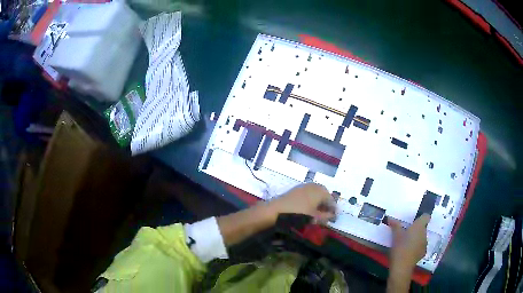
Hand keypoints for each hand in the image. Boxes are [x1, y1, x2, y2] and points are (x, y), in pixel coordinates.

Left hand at [267, 183, 335, 223]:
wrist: (277, 210)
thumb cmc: (299, 214)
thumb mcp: (315, 217)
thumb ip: (326, 216)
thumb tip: (333, 215)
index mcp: (321, 191)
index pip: (331, 200)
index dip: (333, 209)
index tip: (334, 216)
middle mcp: (314, 186)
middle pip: (324, 195)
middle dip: (326, 204)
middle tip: (326, 214)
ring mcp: (304, 186)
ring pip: (316, 193)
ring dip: (318, 201)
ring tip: (317, 212)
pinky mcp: (296, 189)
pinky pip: (308, 193)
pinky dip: (311, 200)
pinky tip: (308, 208)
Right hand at [388, 214, 430, 270]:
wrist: (402, 267)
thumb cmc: (400, 248)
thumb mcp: (395, 236)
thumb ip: (395, 225)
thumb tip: (390, 217)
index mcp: (419, 226)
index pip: (426, 216)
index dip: (421, 218)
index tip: (414, 221)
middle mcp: (424, 233)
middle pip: (423, 228)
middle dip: (416, 230)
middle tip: (406, 233)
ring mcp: (424, 244)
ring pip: (421, 238)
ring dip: (416, 239)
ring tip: (406, 244)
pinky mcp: (422, 253)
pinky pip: (420, 247)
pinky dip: (416, 248)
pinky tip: (408, 252)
☆ ☆ ☆ ☆ ☆ ☆ ☆
Your answer should be an exact copy of the entries above, with no images included.

_YOUR RESPONSE_
Hand keypoints for each hand in the image. Boxes are [x1, y1, x2, y2] and points are (x, y), in pixel coordinates.

Left hand at [267, 183, 335, 223]:
wrist: (277, 210)
thumb cmc: (299, 214)
thumb mcp: (315, 217)
thumb ip: (326, 216)
thumb tip: (333, 215)
index mcp: (321, 191)
index pip: (331, 200)
index dip: (333, 209)
index tip: (334, 216)
middle mcp: (314, 186)
middle pip: (324, 195)
middle dip: (326, 204)
middle tip: (326, 214)
ring mcp: (304, 186)
ring pip: (316, 193)
ring dip: (318, 201)
ring tip: (317, 212)
pinky mcp: (296, 189)
pinky pip: (308, 193)
pinky dip: (311, 200)
pinky tip: (308, 208)
Right hand at [388, 214, 430, 270]:
wrist: (402, 267)
thumb cmc: (400, 248)
thumb mcp: (395, 236)
thumb ip: (395, 225)
thumb tip: (390, 217)
index mcp: (419, 226)
index pip: (426, 216)
index dip: (421, 218)
index tip: (414, 221)
middle mcp: (424, 233)
middle pip: (423, 228)
middle dip: (416, 230)
middle tip: (406, 233)
ring mcp: (424, 244)
ring pip: (421, 238)
ring dip: (416, 239)
ring tip: (406, 244)
pinky mcp: (422, 253)
pinky pip: (420, 247)
pinky dip: (416, 248)
pinky tip: (408, 252)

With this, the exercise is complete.